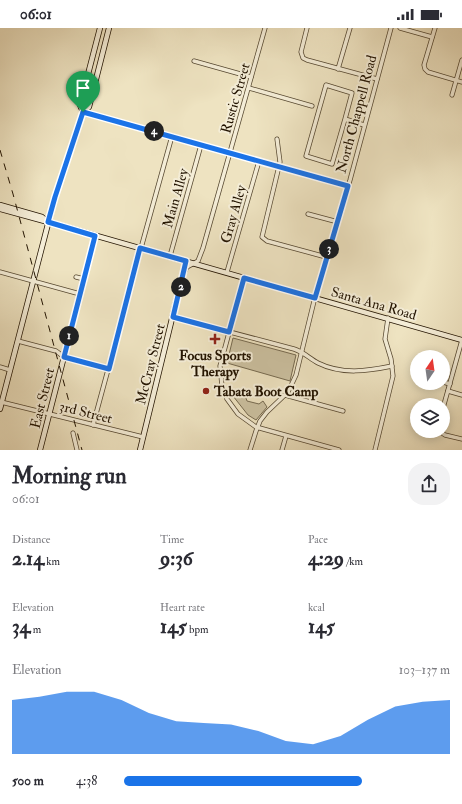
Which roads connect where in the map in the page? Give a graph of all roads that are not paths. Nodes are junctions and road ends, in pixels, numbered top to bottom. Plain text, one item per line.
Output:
1 (99, 28) edge
2 (266, 28) edge
3 (307, 28) edge
4 (350, 28) edge
5 (391, 28) edge
6 (400, 28) edge
7 (435, 28) edge
8 (109, 29) edge
9 (432, 37) junction
10 (462, 60) edge
11 (194, 61) dead end
12 (338, 69) junction
13 (251, 77) junction
14 (377, 79) junction
15 (456, 80) junction
16 (462, 82) edge
17 (249, 88) junction
18 (452, 95) dead end
19 (312, 106) dead end
20 (83, 112) junction
21 (345, 119) junction
22 (364, 125) junction
23 (172, 136) junction
24 (277, 139) dead end
25 (201, 145) junction
26 (231, 153) junction
27 (259, 161) junction
28 (279, 167) junction
29 (348, 186) junction
30 (0, 205) edge
31 (0, 209) edge
32 (308, 214) dead end
33 (48, 222) junction
34 (338, 222) junction
35 (95, 236) junction
36 (140, 248) junction
37 (170, 256) junction
38 (326, 257) junction
39 (186, 261) junction
40 (195, 263) junction
41 (0, 272) edge
42 (227, 272) junction
43 (184, 274) junction
44 (76, 277) dead end
45 (244, 278) junction
46 (84, 279) junction
47 (33, 281) junction
48 (80, 294) junction
49 (315, 298) junction
50 (173, 317) junction
51 (388, 318) junction
52 (229, 332) junction
53 (462, 340) edge
54 (18, 341) junction
55 (302, 352) junction
56 (64, 357) junction
57 (392, 366) junction
58 (0, 367) edge
59 (109, 369) junction
60 (10, 370) junction
61 (450, 384) edge
62 (448, 391) joint
63 (285, 395) junction
64 (462, 395) edge
65 (446, 398) edge
66 (1, 402) edge
67 (0, 410) edge
68 (343, 411) dead end
69 (49, 414) junction
70 (93, 425) junction
71 (257, 427) junction
72 (73, 433) dead end
73 (286, 436) junction
74 (450, 436) edge
75 (143, 437) junction
76 (462, 439) edge
77 (331, 449) edge
78 (40, 450) edge
79 (78, 450) edge
80 (140, 450) edge
81 (250, 450) edge
82 (282, 450) edge
83 (340, 450) edge
84 (375, 450) edge

1 - 8 street
1 - 20 street
2 - 13 street, Rustic Street
3 - 12 street
4 - 12 street
5 - 14 street, North Chappell Road
6 - 9 street
7 - 9 street
8 - 20 street
9 - 15 street
10 - 15 street
11 - 13 street
12 - 14 street
13 - 17 street, Rustic Street
14 - 22 street, North Chappell Road
15 - 16 street
15 - 18 street
17 - 19 street
17 - 26 street, Rustic Street
20 - 23 street
20 - 33 street
21 - 21 street
21 - 22 street
22 - 29 street, North Chappell Road
23 - 25 street
23 - 36 street
24 - 28 street
25 - 26 street
25 - 37 street, Main Alley
26 - 27 street
26 - 40 street, Rustic Street
27 - 28 street
27 - 42 street, Gray Alley
28 - 29 street
28 - 38 street
29 - 34 street, North Chappell Road
30 - 33 street
31 - 33 street
32 - 34 street
33 - 35 street, Santa Ana Road
33 - 47 street
34 - 38 street, North Chappell Road
35 - 36 street, Santa Ana Road
35 - 46 street, East Street
36 - 37 street, Santa Ana Road
36 - 59 street
37 - 39 street, Santa Ana Road
38 - 49 street, North Chappell Road
39 - 40 street, Santa Ana Road
39 - 43 street, McCray Street
40 - 42 street, Santa Ana Road
40 - 43 street, Rustic Street
41 - 47 street
42 - 45 street, Santa Ana Road
43 - 50 street, McCray Street
44 - 46 street
45 - 49 street, Santa Ana Road
45 - 52 street
46 - 48 street, East Street
47 - 48 street
47 - 54 street
48 - 56 street, East Street
49 - 51 street, Santa Ana Road
49 - 55 street, North Chappell Road
50 - 52 street
50 - 75 street, McCray Street
51 - 53 street, Santa Ana Road
51 - 57 street
52 - 55 street
52 - 71 street
53 - 61 street
54 - 56 street
54 - 60 street
55 - 57 street
55 - 63 street, North Chappell Road
56 - 59 street
56 - 69 street, East Street
57 - 84 street
58 - 60 street
59 - 70 street
60 - 66 street
62 - 64 street
62 - 65 street
63 - 68 street
63 - 71 street, North Chappell Road
66 - 67 street
66 - 69 street, 3rd Street
69 - 70 street, 3rd Street
69 - 78 street, East Street
70 - 75 street, 3rd Street
71 - 73 street
71 - 81 street, North Chappell Road
72 - 79 street
73 - 77 street
73 - 82 street
74 - 76 street
75 - 80 street, McCray Street
77 - 83 street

++++++

● What is required:
Across all the entries, how many lines include "Alley"? Answer with the number alone.

● Task result:
2